Senza dimenticare poi la forte dose di spirito risorgimentale che tale immagine si portava dietro, in anni caratterizzati dalle lotte per l’unificazione dell’Italia, come traspare dalle parole pronunciate dal critico dell’epoca Diego Martelli, durante una conferenza del 1877: “Si doveva dunque combattere e combattendo ferire, era quindi necessaria un’arma ed una bandiera, e fu trovata la macchia in opposizione alla forma”. Forma intesa come fredda e cristallizzata incarnazione di un frainteso romanticismo retoricamente storico, da abbandonare, invece, a favore dell’allora nascente ideale pittorico macchiaiolo. Teso a catturare il sentimento del vero, nel senso di dovere morale per l’artista di testimoniare il proprio tempo con sincerità e abnegazione.

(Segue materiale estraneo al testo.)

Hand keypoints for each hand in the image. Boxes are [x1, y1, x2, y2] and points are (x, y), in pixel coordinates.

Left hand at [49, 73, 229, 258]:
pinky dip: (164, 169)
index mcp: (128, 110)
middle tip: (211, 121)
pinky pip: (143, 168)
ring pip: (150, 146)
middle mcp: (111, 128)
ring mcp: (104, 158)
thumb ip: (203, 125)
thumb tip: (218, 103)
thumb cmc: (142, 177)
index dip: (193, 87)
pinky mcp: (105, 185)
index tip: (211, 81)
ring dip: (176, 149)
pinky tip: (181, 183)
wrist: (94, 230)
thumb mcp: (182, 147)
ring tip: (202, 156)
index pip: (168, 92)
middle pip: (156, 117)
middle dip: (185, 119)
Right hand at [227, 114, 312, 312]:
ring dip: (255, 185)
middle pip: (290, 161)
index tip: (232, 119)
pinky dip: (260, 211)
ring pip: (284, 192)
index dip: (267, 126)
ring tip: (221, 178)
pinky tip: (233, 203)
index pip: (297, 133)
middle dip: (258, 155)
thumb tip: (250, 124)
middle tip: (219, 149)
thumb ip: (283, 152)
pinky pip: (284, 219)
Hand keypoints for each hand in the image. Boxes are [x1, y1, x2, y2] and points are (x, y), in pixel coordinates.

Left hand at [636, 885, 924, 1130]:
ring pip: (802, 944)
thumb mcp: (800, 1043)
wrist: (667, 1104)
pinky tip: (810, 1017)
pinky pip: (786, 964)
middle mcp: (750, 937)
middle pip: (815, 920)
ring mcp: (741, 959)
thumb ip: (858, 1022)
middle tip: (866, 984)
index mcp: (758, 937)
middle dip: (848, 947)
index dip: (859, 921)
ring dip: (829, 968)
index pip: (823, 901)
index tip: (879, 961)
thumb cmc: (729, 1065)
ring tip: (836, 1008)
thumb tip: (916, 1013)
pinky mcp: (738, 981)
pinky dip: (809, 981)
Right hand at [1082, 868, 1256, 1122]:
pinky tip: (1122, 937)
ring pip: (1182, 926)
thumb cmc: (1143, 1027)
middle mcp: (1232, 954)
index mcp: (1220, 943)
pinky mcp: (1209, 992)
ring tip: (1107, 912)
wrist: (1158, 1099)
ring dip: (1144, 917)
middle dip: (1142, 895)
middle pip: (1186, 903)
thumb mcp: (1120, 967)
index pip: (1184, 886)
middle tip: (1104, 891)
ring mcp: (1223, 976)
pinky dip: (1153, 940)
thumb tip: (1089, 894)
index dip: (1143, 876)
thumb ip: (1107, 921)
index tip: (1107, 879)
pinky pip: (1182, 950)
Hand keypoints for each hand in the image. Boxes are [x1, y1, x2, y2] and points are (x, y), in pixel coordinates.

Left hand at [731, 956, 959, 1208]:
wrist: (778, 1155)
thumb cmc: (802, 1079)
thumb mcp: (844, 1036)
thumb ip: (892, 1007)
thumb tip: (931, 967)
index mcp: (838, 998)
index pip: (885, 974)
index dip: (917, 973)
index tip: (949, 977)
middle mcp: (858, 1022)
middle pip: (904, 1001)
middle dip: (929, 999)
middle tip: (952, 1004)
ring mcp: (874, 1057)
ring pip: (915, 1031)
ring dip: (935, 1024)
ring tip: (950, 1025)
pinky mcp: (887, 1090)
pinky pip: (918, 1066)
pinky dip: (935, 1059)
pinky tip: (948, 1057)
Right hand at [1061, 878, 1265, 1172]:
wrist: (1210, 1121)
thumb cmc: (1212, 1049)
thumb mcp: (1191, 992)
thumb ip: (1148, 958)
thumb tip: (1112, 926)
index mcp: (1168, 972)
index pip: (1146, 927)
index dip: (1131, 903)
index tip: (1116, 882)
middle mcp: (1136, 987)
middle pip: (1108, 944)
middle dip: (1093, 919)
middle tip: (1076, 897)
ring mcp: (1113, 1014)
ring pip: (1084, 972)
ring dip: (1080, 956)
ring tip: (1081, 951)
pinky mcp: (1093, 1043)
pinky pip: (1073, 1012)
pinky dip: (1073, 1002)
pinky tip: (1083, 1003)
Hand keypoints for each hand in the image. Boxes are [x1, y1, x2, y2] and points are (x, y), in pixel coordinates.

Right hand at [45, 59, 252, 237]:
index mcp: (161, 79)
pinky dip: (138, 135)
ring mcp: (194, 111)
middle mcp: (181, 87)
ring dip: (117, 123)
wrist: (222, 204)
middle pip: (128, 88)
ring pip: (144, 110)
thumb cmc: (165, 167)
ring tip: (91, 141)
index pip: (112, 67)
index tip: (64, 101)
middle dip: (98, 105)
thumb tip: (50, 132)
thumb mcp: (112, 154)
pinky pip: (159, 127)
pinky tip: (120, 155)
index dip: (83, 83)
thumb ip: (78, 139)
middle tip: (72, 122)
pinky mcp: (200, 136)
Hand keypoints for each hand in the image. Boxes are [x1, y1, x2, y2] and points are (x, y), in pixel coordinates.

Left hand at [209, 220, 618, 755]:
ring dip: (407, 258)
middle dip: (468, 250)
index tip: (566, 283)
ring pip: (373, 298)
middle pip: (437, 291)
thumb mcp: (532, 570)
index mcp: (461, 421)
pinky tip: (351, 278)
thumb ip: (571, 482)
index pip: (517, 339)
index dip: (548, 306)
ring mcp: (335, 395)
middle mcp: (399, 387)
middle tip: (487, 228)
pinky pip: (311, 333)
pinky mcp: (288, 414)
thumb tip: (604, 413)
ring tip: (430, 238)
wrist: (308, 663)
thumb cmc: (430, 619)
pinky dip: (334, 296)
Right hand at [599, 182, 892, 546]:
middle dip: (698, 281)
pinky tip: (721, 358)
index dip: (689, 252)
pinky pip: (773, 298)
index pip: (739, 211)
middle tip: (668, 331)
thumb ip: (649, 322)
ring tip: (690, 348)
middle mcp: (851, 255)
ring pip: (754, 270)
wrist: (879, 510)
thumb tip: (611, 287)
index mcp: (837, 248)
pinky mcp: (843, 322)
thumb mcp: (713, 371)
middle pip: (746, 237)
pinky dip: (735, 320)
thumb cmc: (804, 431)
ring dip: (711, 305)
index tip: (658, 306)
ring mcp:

Un’indagine che nella presente rassegna si articola in otto sezioni, allestite in modo tale da restringere tutto il movimento dei realisti toscani intorno ad alcuni punti fermi: da Origine e affermazione della macchia, passando per il luminosissimo segmento Castiglioncello e Piagentina, realtà e lirica del paesaggio, si arriva al momento dedicato all’Epica del quotidiano.
Forse il migliore, per la scelta di esporre il ritrovato capolavoro di Telemaco Signorini (Firenze, 1853 – 1901) L’alzaia, oggi proprietà di una collezione inglese ed espressione di autentica sensibilità nei confronti del tema lavoro. Che diventa il soggetto principale di una tela di stretto taglio orizzontale e di grandi dimensioni, dove si possono riconoscere tutti i princìpi (per lo più volti a recuperare i criteri della pittura quattrocentesca, come ben ricordato dal curatore Francesca Dini) della poetica realista: gigantismo dell’immagine, punto di vista molto ravvicinato e l’uso frequente del controluce che, non permettendo di coglierne i dettagli, ottiene il risultato di amplificare il sentimento di una particolare situazione. Lo stesso dicasi per Le macchiaiole di Giovanni Fattori (Livorno, 1825 – Firenze 1908), elogio della sintesi luministica, qui contrapposte nella raffigurazione dello stesso soggetto al dipinto Boscaiole di San Rossore. Opera di Francesco Gioli (San Frediano a Settimo, 1846 – Firenze, 1922), uno dei tanti epigoni esposti nella mostra torinese e appartenente già alla seconda generazione del movimento, ormai depotenziato di ogni precedente tensione etica per approdare, dopo il 1870, ad una semplice e piacevole narrazione della realtà.
E infine, tra lo scorrere dei lavori del napoletano Abbati, del veneziano Zandomeneghi e del ferrarese Boldini si assiste, nelle ultime sale, al ritorno dei tre grandi (Fattori, Signorini, Lega), ciascuno colto nel suo personale percorso all’interno della macchia. Ciascuno diverso.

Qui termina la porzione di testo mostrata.